Voilà, ça m'a pris ce matin à 4h30 pétantes, l'envie de me jeter sur ce roman qui attendait depuis une semaine sur la table du salon, qui attendait que j'eusse fini le"Lutetia". Or je n'ai pas fini le "Lutetia" mais j'avais envie de ce roman à l'instant du 4h30 du matin. Comme un adultère-livre, j'avais envie de coucher avec un autre, tromper celui du moment, envie de m'éloigner de l'ennui, de l'attendu, oui de la routine littéraire...
Je l'ai dévoré...je l'ai trouvé intense, violent, sec, sanguinolent, brutal, bref quelque chose qui relève de l'extrême, et dans l'histoire, et dans la manière de l'écrire, étonnament bien écrit. Un roman sur la guerre du Vietnam, celle coloniale. Des hommes et des femmes, qui vivent à la limite de l'inhumanité. L'humanité qui reste est dans la relation de Jean-Pôl, et le o circonflexe est important, avec une jeune fille, ennemie, emprisonnée, torturée, celle qui est appelée la "môme caoutchouc", et là encore le o circonflexe sur la môme sert à relier un sentiment commun avec Jean-Pôl. Extrait tragique :
"- Tu as trahi, Jean Pôl...La bridée est morte....ça fait plus de huit jours que tu baises son cadavre...Tu es un vrai malade, l'armée n'a que faire de malades. Il lui faut des hommes responsables.
J'ai jeté un oeil sur la jeune Indochinoise. J'ai distingué la peau grise, les plaies-chrysanthèmes, le sang séché et le sperme qui luisait encore comme un phare dans la nuit.
Elle était posée dans un coin de la cave, les jambes et les bras offerts et pliés, comme une môme caoutchouc."

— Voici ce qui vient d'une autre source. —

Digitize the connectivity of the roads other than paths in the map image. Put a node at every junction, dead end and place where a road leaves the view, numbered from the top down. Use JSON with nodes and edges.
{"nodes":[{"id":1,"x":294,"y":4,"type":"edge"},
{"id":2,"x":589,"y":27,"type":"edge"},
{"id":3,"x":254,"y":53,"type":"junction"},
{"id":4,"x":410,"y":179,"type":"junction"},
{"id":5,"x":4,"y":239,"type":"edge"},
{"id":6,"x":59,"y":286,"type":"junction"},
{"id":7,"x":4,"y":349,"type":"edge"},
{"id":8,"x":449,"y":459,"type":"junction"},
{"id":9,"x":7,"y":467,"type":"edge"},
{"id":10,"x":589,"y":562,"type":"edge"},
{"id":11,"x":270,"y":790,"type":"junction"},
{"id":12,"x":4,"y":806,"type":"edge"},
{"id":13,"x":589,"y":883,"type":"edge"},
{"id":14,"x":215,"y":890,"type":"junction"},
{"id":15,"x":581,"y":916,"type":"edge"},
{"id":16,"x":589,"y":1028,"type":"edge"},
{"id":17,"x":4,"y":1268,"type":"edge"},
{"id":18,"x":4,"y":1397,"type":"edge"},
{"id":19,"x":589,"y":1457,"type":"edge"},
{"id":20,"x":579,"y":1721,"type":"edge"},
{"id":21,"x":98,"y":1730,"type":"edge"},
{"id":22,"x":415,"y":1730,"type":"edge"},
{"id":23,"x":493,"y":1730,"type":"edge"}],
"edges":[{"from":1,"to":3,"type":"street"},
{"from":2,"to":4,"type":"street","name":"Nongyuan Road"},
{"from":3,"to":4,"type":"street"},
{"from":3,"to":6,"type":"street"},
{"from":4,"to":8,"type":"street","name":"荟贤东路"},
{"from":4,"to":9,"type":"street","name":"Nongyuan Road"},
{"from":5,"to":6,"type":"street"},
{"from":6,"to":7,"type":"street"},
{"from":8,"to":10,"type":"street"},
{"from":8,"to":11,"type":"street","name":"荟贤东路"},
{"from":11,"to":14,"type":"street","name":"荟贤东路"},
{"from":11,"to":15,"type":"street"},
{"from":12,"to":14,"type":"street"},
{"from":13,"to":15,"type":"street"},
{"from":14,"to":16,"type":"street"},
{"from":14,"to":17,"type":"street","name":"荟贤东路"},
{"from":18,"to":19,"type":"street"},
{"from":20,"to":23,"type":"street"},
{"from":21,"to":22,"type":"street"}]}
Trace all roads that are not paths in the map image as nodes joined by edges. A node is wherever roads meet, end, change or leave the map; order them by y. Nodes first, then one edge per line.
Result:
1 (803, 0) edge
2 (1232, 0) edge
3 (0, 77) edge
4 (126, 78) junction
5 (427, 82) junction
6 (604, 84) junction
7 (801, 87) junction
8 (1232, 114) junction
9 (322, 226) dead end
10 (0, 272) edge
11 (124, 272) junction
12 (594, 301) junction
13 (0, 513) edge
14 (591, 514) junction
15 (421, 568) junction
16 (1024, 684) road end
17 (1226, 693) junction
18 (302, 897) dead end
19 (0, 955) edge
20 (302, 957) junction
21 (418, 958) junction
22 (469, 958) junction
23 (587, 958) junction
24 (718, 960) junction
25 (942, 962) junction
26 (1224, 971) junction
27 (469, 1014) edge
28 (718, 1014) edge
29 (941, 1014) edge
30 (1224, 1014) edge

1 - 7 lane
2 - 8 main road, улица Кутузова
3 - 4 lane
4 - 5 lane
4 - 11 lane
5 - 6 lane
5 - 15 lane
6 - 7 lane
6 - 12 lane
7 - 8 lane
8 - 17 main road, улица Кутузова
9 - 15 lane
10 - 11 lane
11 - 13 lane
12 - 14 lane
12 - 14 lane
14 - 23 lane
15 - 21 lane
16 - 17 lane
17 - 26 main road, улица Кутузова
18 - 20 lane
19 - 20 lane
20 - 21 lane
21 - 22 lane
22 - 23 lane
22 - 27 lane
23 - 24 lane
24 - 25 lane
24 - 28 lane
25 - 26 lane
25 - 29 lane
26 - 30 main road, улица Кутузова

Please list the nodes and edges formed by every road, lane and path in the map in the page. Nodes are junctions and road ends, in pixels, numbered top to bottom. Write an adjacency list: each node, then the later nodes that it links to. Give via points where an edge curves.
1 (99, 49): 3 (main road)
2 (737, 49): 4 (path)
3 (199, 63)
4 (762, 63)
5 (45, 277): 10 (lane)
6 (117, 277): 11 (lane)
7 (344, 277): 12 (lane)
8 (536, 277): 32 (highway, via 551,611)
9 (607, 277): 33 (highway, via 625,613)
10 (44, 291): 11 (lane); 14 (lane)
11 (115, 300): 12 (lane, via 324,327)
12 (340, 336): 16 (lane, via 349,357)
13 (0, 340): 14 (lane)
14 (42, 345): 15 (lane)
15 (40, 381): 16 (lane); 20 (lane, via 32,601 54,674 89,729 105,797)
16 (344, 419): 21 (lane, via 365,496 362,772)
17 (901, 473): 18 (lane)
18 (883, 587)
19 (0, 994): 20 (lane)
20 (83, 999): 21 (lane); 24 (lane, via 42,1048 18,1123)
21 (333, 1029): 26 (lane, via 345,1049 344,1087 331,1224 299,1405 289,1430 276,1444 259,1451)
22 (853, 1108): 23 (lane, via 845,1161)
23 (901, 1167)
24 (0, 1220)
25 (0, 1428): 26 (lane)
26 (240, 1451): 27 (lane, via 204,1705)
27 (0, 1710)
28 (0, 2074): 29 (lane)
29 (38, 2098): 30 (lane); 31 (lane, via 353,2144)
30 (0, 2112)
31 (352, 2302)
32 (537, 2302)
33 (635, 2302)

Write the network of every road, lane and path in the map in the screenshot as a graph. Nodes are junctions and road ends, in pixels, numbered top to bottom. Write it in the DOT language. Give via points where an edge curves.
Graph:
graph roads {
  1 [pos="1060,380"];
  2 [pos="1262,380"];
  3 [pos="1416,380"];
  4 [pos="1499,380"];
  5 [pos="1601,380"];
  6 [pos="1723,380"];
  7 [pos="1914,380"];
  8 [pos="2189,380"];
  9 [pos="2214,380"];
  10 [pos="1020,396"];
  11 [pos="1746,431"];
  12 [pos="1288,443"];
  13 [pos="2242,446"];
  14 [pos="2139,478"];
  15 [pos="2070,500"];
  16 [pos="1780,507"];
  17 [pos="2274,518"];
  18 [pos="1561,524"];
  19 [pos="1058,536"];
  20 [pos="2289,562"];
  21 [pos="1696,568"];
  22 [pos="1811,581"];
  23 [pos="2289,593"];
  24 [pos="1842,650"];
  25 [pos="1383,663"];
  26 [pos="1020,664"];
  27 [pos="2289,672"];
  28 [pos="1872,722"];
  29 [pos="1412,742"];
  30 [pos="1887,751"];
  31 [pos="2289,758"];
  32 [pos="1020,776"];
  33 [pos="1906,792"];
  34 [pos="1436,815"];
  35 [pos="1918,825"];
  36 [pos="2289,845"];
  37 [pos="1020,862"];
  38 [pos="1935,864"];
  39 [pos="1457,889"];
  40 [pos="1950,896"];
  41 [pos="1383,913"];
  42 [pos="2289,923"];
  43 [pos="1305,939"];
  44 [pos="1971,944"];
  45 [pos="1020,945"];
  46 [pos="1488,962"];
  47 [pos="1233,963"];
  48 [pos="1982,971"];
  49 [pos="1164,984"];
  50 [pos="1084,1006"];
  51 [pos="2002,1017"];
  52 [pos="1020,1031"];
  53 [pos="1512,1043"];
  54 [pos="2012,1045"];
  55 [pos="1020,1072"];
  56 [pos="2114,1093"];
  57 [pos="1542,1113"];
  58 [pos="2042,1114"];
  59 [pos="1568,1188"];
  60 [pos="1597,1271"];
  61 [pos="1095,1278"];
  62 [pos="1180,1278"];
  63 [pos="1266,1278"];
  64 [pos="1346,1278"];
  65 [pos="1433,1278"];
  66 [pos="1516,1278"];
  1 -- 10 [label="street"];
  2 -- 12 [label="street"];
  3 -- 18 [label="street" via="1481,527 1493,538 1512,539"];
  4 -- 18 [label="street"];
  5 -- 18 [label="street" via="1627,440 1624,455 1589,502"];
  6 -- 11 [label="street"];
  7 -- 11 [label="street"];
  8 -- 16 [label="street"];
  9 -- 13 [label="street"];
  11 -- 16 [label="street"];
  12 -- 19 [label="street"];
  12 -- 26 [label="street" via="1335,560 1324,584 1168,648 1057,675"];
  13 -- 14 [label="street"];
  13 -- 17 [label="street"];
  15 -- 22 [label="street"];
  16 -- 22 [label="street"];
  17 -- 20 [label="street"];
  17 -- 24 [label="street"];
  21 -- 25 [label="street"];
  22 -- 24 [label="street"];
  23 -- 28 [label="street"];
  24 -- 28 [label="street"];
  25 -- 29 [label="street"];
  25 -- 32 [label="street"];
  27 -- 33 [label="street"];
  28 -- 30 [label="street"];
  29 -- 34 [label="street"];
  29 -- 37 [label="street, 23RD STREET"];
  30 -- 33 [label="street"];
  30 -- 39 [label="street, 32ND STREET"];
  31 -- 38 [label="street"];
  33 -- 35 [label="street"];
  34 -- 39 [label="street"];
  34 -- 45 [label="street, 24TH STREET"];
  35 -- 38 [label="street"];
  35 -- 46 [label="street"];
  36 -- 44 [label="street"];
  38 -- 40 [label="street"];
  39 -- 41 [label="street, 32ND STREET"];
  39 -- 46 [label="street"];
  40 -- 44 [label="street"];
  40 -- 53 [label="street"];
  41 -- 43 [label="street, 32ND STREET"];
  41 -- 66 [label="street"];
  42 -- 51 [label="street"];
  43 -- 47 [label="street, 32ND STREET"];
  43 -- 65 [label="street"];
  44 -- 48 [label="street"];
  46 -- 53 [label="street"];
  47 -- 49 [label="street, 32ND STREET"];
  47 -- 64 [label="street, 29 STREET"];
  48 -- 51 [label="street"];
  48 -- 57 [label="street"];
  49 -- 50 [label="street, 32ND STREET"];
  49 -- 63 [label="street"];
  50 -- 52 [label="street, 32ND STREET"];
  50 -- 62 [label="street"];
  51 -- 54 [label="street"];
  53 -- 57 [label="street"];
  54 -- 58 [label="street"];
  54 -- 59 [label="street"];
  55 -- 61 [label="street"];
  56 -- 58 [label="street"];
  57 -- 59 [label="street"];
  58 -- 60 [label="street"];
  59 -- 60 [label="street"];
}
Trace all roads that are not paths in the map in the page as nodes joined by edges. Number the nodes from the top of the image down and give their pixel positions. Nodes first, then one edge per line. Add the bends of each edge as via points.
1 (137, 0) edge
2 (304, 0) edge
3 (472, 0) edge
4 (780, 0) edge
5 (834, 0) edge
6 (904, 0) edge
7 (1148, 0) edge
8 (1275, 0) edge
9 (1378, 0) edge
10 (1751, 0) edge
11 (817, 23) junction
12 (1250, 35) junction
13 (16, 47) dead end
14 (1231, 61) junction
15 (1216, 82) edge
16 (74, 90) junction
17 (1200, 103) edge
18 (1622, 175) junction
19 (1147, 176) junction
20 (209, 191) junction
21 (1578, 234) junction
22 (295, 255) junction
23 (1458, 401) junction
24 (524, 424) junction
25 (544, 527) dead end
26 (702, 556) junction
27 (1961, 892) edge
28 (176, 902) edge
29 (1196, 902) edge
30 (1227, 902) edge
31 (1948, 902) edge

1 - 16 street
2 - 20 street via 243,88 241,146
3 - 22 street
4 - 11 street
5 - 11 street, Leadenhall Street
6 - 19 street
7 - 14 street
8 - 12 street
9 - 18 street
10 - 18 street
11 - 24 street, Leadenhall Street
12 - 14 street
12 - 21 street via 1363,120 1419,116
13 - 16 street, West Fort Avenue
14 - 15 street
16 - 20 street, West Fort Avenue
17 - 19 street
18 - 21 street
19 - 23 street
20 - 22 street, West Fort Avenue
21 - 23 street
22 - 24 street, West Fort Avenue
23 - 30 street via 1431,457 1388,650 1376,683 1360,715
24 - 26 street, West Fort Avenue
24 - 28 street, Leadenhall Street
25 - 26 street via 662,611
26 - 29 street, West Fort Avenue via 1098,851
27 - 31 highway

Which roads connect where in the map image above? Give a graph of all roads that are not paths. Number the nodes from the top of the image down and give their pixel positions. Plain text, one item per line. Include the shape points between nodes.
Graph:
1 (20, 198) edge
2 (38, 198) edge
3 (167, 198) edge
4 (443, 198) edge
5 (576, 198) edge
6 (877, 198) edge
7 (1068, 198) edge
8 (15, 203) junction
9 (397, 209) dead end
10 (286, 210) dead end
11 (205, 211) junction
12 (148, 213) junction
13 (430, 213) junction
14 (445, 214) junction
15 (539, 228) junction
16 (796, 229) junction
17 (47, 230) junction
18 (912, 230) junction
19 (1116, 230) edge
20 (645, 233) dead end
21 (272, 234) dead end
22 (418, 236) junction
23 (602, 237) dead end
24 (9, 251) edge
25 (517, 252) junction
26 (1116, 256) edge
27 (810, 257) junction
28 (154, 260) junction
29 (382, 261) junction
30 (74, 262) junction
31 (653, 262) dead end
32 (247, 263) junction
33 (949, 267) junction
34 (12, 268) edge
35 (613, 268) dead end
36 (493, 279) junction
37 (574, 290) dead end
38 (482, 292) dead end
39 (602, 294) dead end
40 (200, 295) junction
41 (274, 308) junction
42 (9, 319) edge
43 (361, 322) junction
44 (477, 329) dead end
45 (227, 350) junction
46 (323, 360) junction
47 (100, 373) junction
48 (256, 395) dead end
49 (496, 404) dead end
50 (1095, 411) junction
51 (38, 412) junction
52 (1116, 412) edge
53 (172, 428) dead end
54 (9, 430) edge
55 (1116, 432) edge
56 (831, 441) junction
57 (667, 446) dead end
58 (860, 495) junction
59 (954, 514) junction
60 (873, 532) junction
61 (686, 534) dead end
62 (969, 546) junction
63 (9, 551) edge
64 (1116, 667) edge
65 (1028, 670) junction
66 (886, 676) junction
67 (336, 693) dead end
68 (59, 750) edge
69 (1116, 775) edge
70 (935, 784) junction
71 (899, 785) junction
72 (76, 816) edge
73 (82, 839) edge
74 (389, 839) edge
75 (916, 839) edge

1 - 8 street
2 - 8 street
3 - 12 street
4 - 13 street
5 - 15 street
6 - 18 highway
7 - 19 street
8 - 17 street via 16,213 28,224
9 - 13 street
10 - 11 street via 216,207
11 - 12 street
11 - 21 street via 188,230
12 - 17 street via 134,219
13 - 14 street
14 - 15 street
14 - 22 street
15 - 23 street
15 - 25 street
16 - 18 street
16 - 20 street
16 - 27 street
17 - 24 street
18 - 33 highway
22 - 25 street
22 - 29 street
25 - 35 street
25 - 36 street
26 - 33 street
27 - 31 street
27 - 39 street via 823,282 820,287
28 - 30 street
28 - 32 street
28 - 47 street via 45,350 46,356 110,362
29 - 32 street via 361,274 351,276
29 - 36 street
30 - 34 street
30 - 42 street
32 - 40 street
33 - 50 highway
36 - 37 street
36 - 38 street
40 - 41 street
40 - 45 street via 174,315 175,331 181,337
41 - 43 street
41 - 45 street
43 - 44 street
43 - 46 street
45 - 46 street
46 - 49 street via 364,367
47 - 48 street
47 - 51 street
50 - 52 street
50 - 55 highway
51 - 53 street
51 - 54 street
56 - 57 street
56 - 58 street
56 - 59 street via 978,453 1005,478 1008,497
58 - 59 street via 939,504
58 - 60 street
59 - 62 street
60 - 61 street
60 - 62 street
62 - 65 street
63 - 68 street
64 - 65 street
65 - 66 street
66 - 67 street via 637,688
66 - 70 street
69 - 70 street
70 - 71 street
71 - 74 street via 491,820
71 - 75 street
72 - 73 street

Franca Maï a aussi écrit "Momo qui kills", affaire à suivre.
"Jean-Pôl et la môme caoutchouc" de Franca Maï, édition du Cherche midi, 120 pages sans mots superflus (il y a un mot dont je ne connais pas le sens exact : valétudinaire, pour parler de la "blancheur valétudinaire" d'un visage), 11 euros.